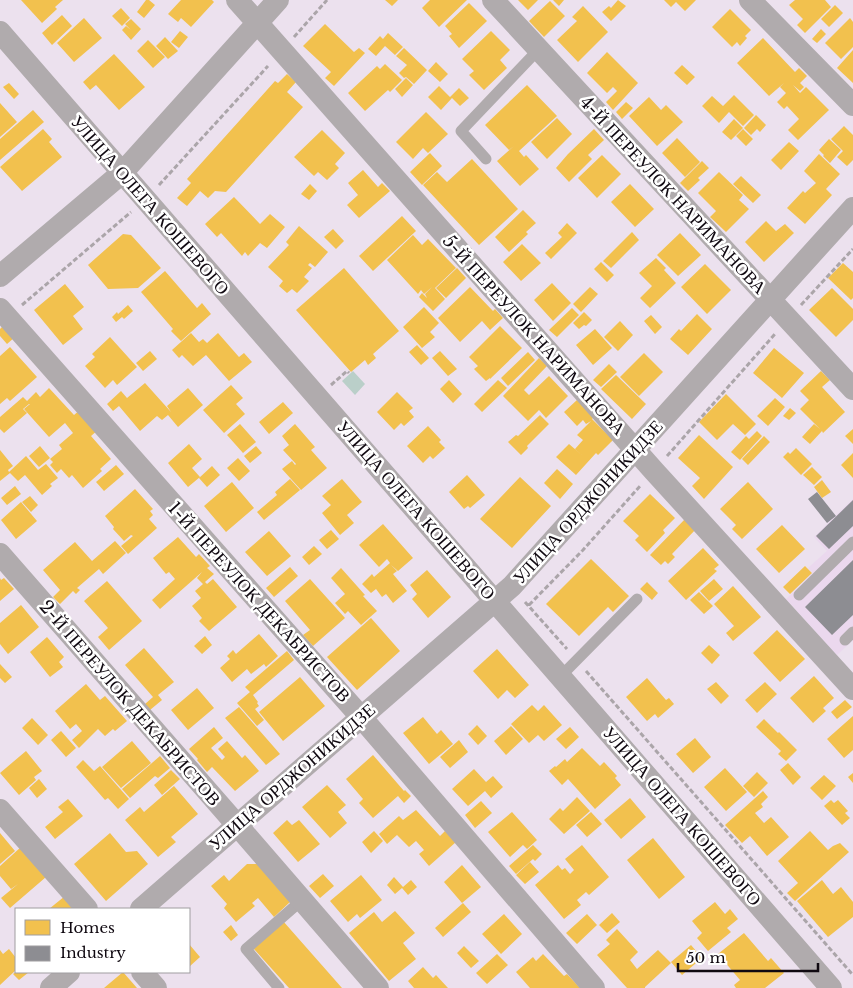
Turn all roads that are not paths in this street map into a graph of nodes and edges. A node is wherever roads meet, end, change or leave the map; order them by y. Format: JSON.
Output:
{"nodes":[{"id":1,"x":237,"y":0,"type":"edge"},
{"id":2,"x":278,"y":0,"type":"edge"},
{"id":3,"x":493,"y":0,"type":"edge"},
{"id":4,"x":750,"y":0,"type":"edge"},
{"id":5,"x":258,"y":24,"type":"junction"},
{"id":6,"x":0,"y":32,"type":"edge"},
{"id":7,"x":539,"y":49,"type":"junction"},
{"id":8,"x":853,"y":105,"type":"edge"},
{"id":9,"x":486,"y":159,"type":"dead end"},
{"id":10,"x":122,"y":172,"type":"junction"},
{"id":11,"x":853,"y":208,"type":"edge"},
{"id":12,"x":0,"y":276,"type":"edge"},
{"id":13,"x":771,"y":300,"type":"junction"},
{"id":14,"x":4,"y":314,"type":"edge"},
{"id":15,"x":853,"y":390,"type":"edge"},
{"id":16,"x":636,"y":450,"type":"junction"},
{"id":17,"x":853,"y":542,"type":"edge"},
{"id":18,"x":0,"y":554,"type":"edge"},
{"id":19,"x":799,"y":595,"type":"dead end"},
{"id":20,"x":637,"y":599,"type":"dead end"},
{"id":21,"x":495,"y":601,"type":"junction"},
{"id":22,"x":561,"y":676,"type":"junction"},
{"id":23,"x":853,"y":689,"type":"edge"},
{"id":24,"x":361,"y":718,"type":"junction"},
{"id":25,"x":0,"y":810,"type":"edge"},
{"id":26,"x":238,"y":825,"type":"junction"},
{"id":27,"x":302,"y":900,"type":"junction"},
{"id":28,"x":86,"y":908,"type":"edge"},
{"id":29,"x":142,"y":908,"type":"edge"},
{"id":30,"x":68,"y":973,"type":"edge"},
{"id":31,"x":143,"y":973,"type":"edge"},
{"id":32,"x":50,"y":988,"type":"edge"},
{"id":33,"x":156,"y":988,"type":"edge"},
{"id":34,"x":279,"y":988,"type":"edge"},
{"id":35,"x":378,"y":988,"type":"edge"},
{"id":36,"x":594,"y":988,"type":"edge"},
{"id":37,"x":831,"y":988,"type":"edge"}],
"edges":[{"from":1,"to":5,"type":"street","name":"5-Й ПЕРЕУЛОК НАРИМАНОВА"},
{"from":2,"to":5,"type":"street"},
{"from":3,"to":7,"type":"street","name":"4-Й ПЕРЕУЛОК НАРИМАНОВА"},
{"from":4,"to":8,"type":"street"},
{"from":5,"to":10,"type":"street"},
{"from":5,"to":16,"type":"street","name":"5-Й ПЕРЕУЛОК НАРИМАНОВА"},
{"from":6,"to":10,"type":"street","name":"УЛИЦА ОЛЕГА КОШЕВОГО"},
{"from":7,"to":9,"type":"lane"},
{"from":7,"to":13,"type":"street","name":"4-Й ПЕРЕУЛОК НАРИМАНОВА"},
{"from":10,"to":12,"type":"street"},
{"from":10,"to":21,"type":"street","name":"УЛИЦА ОЛЕГА КОШЕВОГО"},
{"from":11,"to":13,"type":"street","name":"УЛИЦА ОРДЖОНИКИДЗЕ"},
{"from":13,"to":15,"type":"street","name":"4-Й ПЕРЕУЛОК НАРИМАНОВА"},
{"from":13,"to":16,"type":"street","name":"УЛИЦА ОРДЖОНИКИДЗЕ"},
{"from":14,"to":24,"type":"street","name":"1-Й ПЕРЕУЛОК ДЕКАБРИСТОВ"},
{"from":16,"to":21,"type":"street","name":"УЛИЦА ОРДЖОНИКИДЗЕ"},
{"from":16,"to":23,"type":"street","name":"5-Й ПЕРЕУЛОК НАРИМАНОВА"},
{"from":17,"to":19,"type":"lane"},
{"from":18,"to":26,"type":"street","name":"2-Й ПЕРЕУЛОК ДЕКАБРИСТОВ"},
{"from":20,"to":22,"type":"lane"},
{"from":21,"to":22,"type":"street","name":"УЛИЦА ОЛЕГА КОШЕВОГО"},
{"from":21,"to":24,"type":"street","name":"УЛИЦА ОРДЖОНИКИДЗЕ"},
{"from":22,"to":37,"type":"street","name":"УЛИЦА ОЛЕГА КОШЕВОГО"},
{"from":24,"to":26,"type":"street","name":"УЛИЦА ОРДЖОНИКИДЗЕ"},
{"from":24,"to":36,"type":"street","name":"1-Й ПЕРЕУЛОК ДЕКАБРИСТОВ"},
{"from":25,"to":28,"type":"street"},
{"from":26,"to":27,"type":"street","name":"2-Й ПЕРЕУЛОК ДЕКАБРИСТОВ"},
{"from":26,"to":29,"type":"street","name":"УЛИЦА ОРДЖОНИКИДЗЕ"},
{"from":27,"to":34,"type":"lane"},
{"from":27,"to":35,"type":"street","name":"2-Й ПЕРЕУЛОК ДЕКАБРИСТОВ"},
{"from":30,"to":32,"type":"street"},
{"from":31,"to":33,"type":"street"}]}
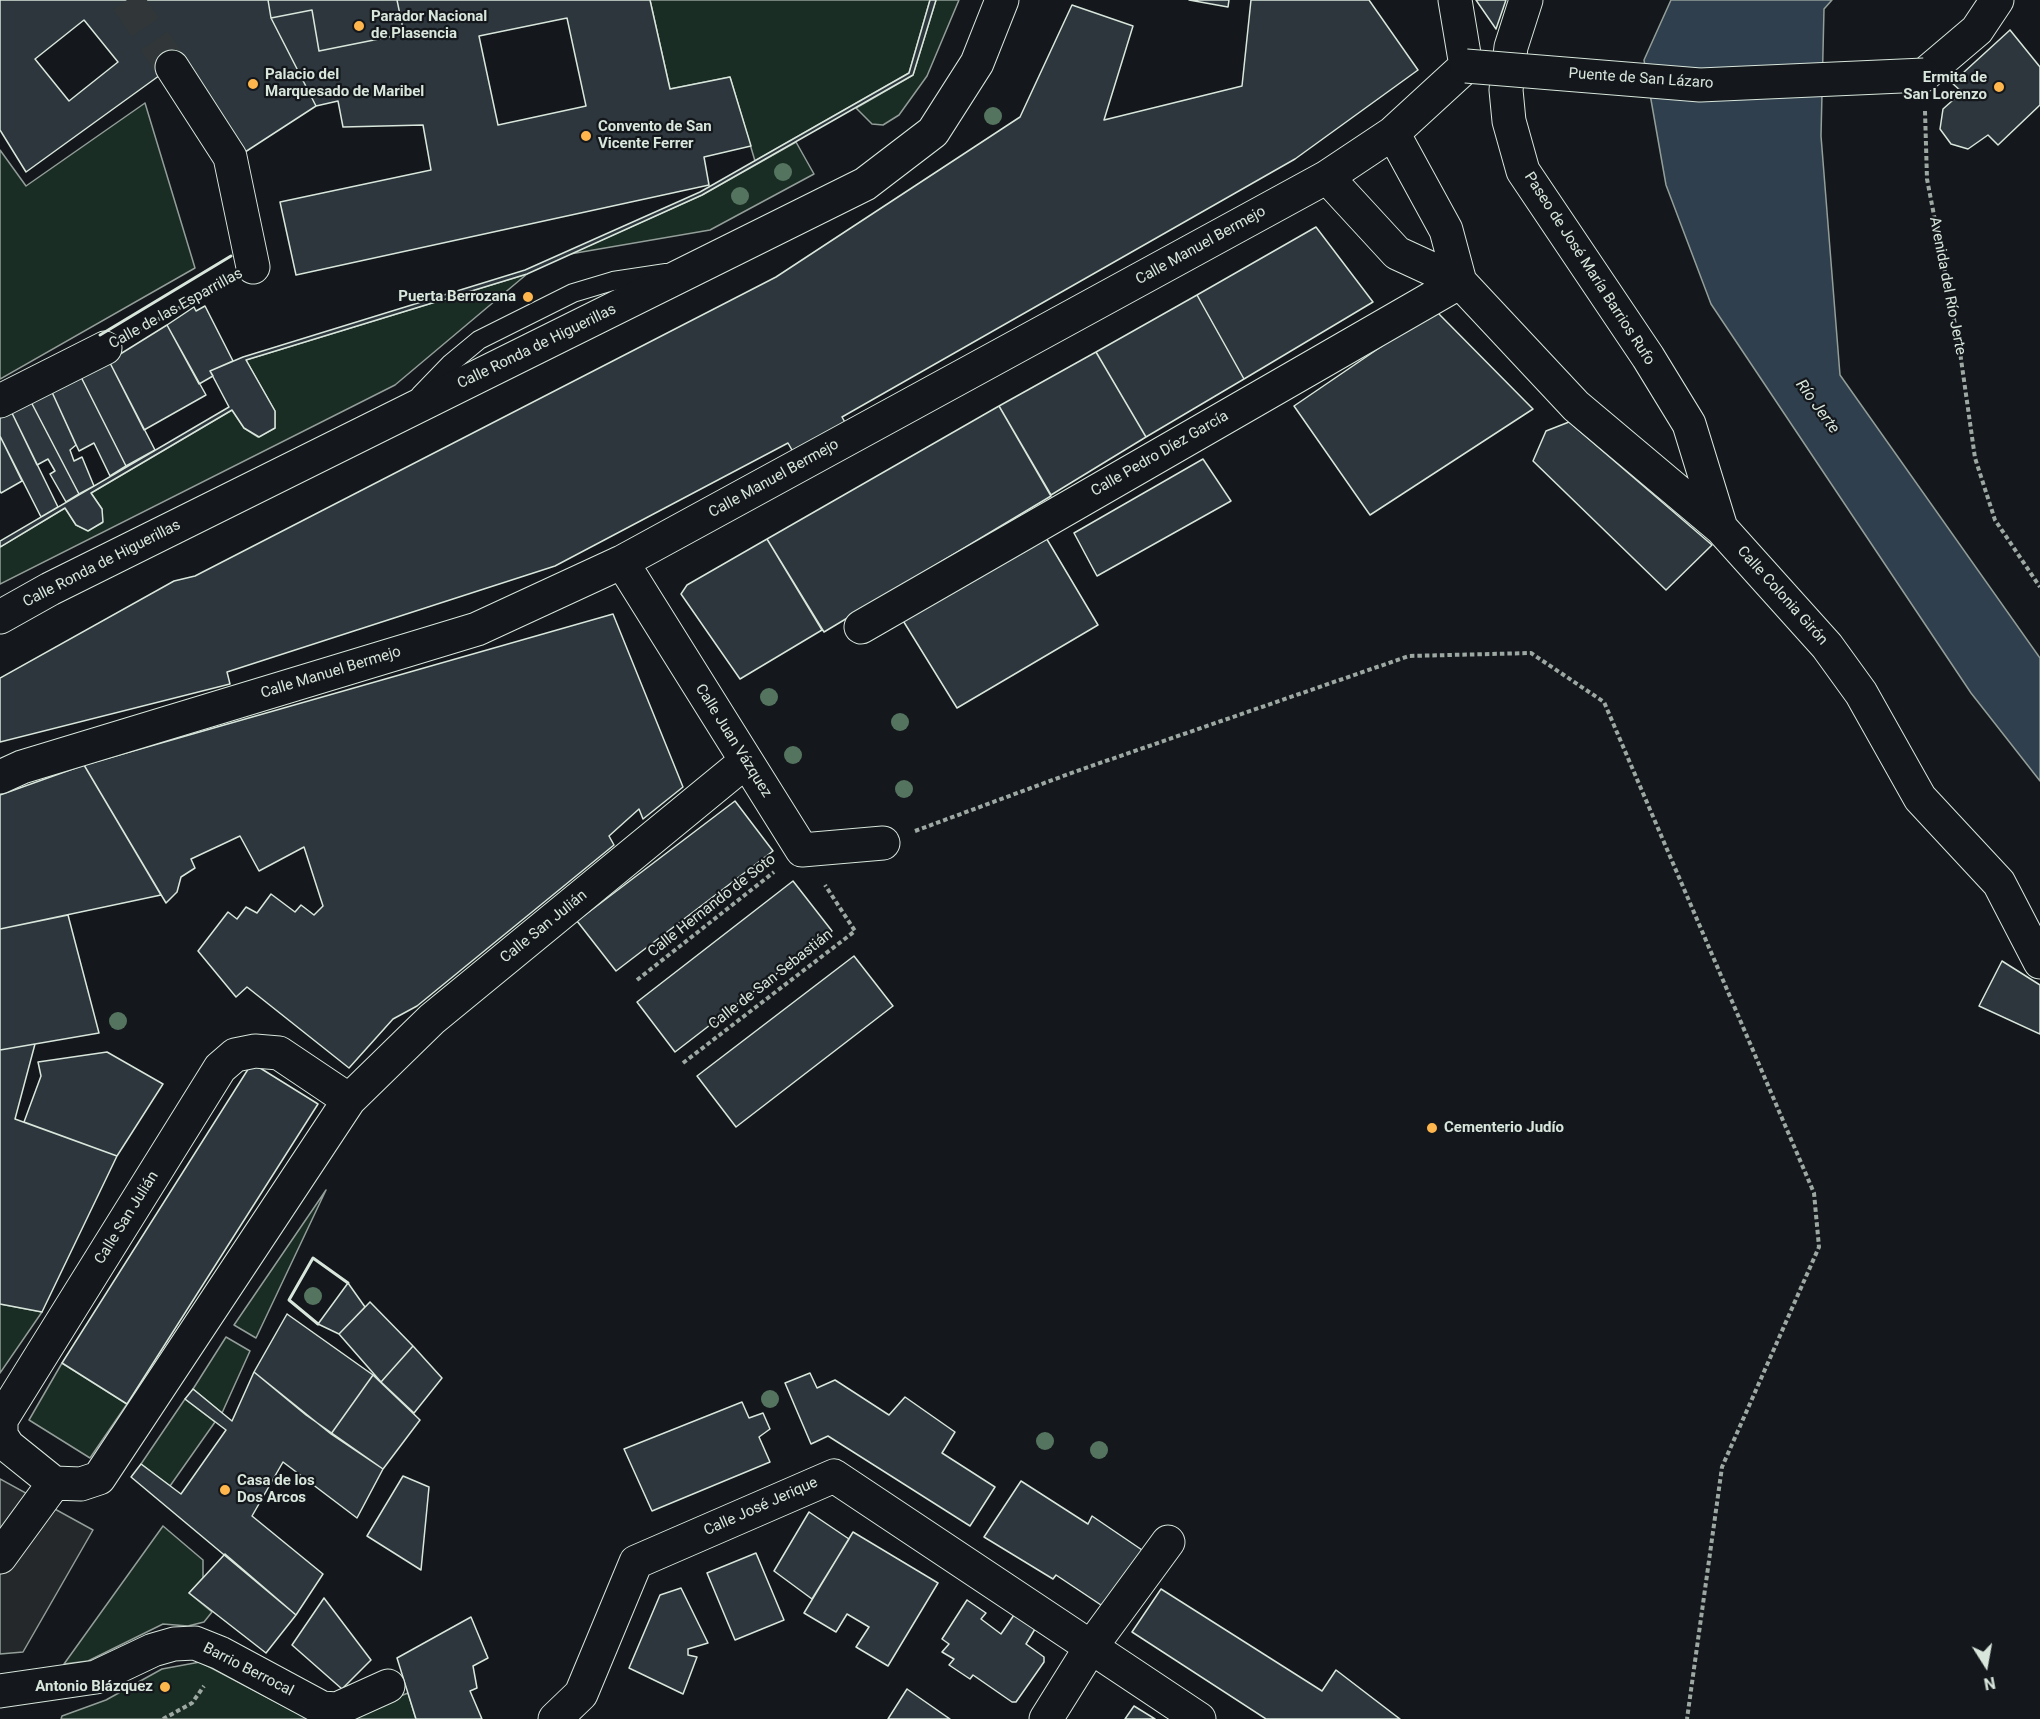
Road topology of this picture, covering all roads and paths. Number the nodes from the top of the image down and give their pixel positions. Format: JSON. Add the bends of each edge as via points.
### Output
{"nodes":[{"id":1,"x":1002,"y":0,"type":"edge"},
{"id":2,"x":1455,"y":0,"type":"edge"},
{"id":3,"x":1526,"y":0,"type":"edge"},
{"id":4,"x":1997,"y":0,"type":"edge"},
{"id":5,"x":1466,"y":66,"type":"junction"},
{"id":6,"x":172,"y":67,"type":"tunnel mouth"},
{"id":7,"x":1924,"y":75,"type":"junction"},
{"id":8,"x":1393,"y":133,"type":"junction"},
{"id":9,"x":1327,"y":177,"type":"junction"},
{"id":10,"x":253,"y":267,"type":"joint"},
{"id":11,"x":1460,"y":282,"type":"junction"},
{"id":12,"x":105,"y":348,"type":"joint"},
{"id":13,"x":0,"y":401,"type":"edge"},
{"id":14,"x":1721,"y":528,"type":"junction"},
{"id":15,"x":622,"y":562,"type":"junction"},
{"id":16,"x":2040,"y":587,"type":"edge"},
{"id":17,"x":0,"y":617,"type":"edge"},
{"id":18,"x":861,"y":627,"type":"dead end"},
{"id":19,"x":745,"y":762,"type":"junction"},
{"id":20,"x":7,"y":770,"type":"edge"},
{"id":21,"x":883,"y":843,"type":"joint"},
{"id":22,"x":802,"y":850,"type":"junction"},
{"id":23,"x":2040,"y":962,"type":"edge"},
{"id":24,"x":638,"y":980,"type":"dead end"},
{"id":25,"x":683,"y":1063,"type":"dead end"},
{"id":26,"x":349,"y":1100,"type":"junction"},
{"id":27,"x":54,"y":1483,"type":"junction"},
{"id":28,"x":1168,"y":1542,"type":"dead end"},
{"id":29,"x":0,"y":1557,"type":"edge"},
{"id":30,"x":1090,"y":1647,"type":"junction"},
{"id":31,"x":207,"y":1679,"type":"dead end"},
{"id":32,"x":388,"y":1686,"type":"dead end"},
{"id":33,"x":0,"y":1691,"type":"edge"},
{"id":34,"x":163,"y":1719,"type":"edge"},
{"id":35,"x":555,"y":1719,"type":"edge"},
{"id":36,"x":1046,"y":1719,"type":"edge"},
{"id":37,"x":1199,"y":1719,"type":"edge"},
{"id":38,"x":1687,"y":1719,"type":"edge"}],
"edges":[{"from":1,"to":17,"type":"street","name":"Calle Ronda de Higuerillas","via":[[977,63],[933,132],[865,184]]},
{"from":2,"to":5,"type":"street"},
{"from":3,"to":14,"type":"street","name":"Paseo de José María Barrios Rufo","via":[[1511,47],[1506,90],[1509,121],[1523,171],[1689,424]]},
{"from":4,"to":7,"type":"street","via":[[1977,30]]},
{"from":5,"to":7,"type":"street","name":"Puente de San Lázaro","bridge":true,"via":[[1700,85]]},
{"from":5,"to":8,"type":"street","name":"Calle Manuel Bermejo"},
{"from":6,"to":10,"type":"street","name":"Calle de las Esparrillas","via":[[230,157]]},
{"from":7,"to":16,"type":"path","name":"Avenida del Río Jerte","via":[[1927,179],[1959,345],[1975,458],[1995,520]]},
{"from":8,"to":9,"type":"street","name":"Calle Manuel Bermejo"},
{"from":8,"to":11,"type":"street","name":"Calle Colonia Girón","via":[[1446,230]]},
{"from":9,"to":11,"type":"street","name":"Calle Colonia Girón","via":[[1397,253]]},
{"from":9,"to":15,"type":"street","name":"Calle Manuel Bermejo"},
{"from":10,"to":12,"type":"path","name":"Calle de las Esparrillas"},
{"from":11,"to":14,"type":"street","name":"Calle Colonia Girón","via":[[1576,406]]},
{"from":11,"to":18,"type":"street","name":"Calle Pedro Díez García"},
{"from":12,"to":13,"type":"street","name":"Calle de las Esparrillas"},
{"from":14,"to":23,"type":"street","name":"Calle Colonia Girón","via":[[1827,646],[1861,693],[1920,798],[1999,883]]},
{"from":15,"to":19,"type":"street","name":"Calle Juan Vázquez"},
{"from":15,"to":20,"type":"street","name":"Calle Manuel Bermejo","via":[[477,629]]},
{"from":19,"to":22,"type":"street","name":"Calle Juan Vázquez"},
{"from":19,"to":26,"type":"street","name":"Calle San Julián","via":[[432,1019]]},
{"from":21,"to":22,"type":"street"},
{"from":21,"to":38,"type":"path","via":[[1409,656],[1531,653],[1604,702],[1814,1193],[1819,1247],[1722,1467]]},
{"from":22,"to":24,"type":"path","name":"Calle Hernando de Soto"},
{"from":22,"to":25,"type":"path","name":"Calle de San Sebastián","via":[[855,931]]},
{"from":26,"to":27,"type":"street","name":"Calle San Julián","via":[[99,1478],[81,1484]]},
{"from":26,"to":27,"type":"street","name":"Calle San Julián","via":[[279,1053],[255,1051],[235,1055],[220,1068],[1,1420],[1,1435],[8,1446]]},
{"from":27,"to":29,"type":"street"},
{"from":28,"to":30,"type":"street"},
{"from":30,"to":35,"type":"street","name":"Calle José Jerique","via":[[834,1476],[636,1562],[581,1694]]},
{"from":30,"to":36,"type":"street"},
{"from":30,"to":37,"type":"street"},
{"from":31,"to":34,"type":"path","via":[[192,1703]]},
{"from":32,"to":33,"type":"street","name":"Barrio Berrocal","via":[[337,1709],[322,1708],[220,1653],[195,1644],[174,1644],[96,1677]]}]}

──────────────────────────────

About this exercise:
Find and copy each line in the material above where the string "paths" occurs.

Finished exercise:
Turn all roads that are not paths in this street map into a graph of nodes and edges. A node is wherever roads meet, end, change or leave the map; order them by y. Format: JSON.
Road topology of this picture, covering all roads and paths. Number the nodes from the top of the image down and give their pixel positions. Format: JSON. Add the bends of each edge as via points.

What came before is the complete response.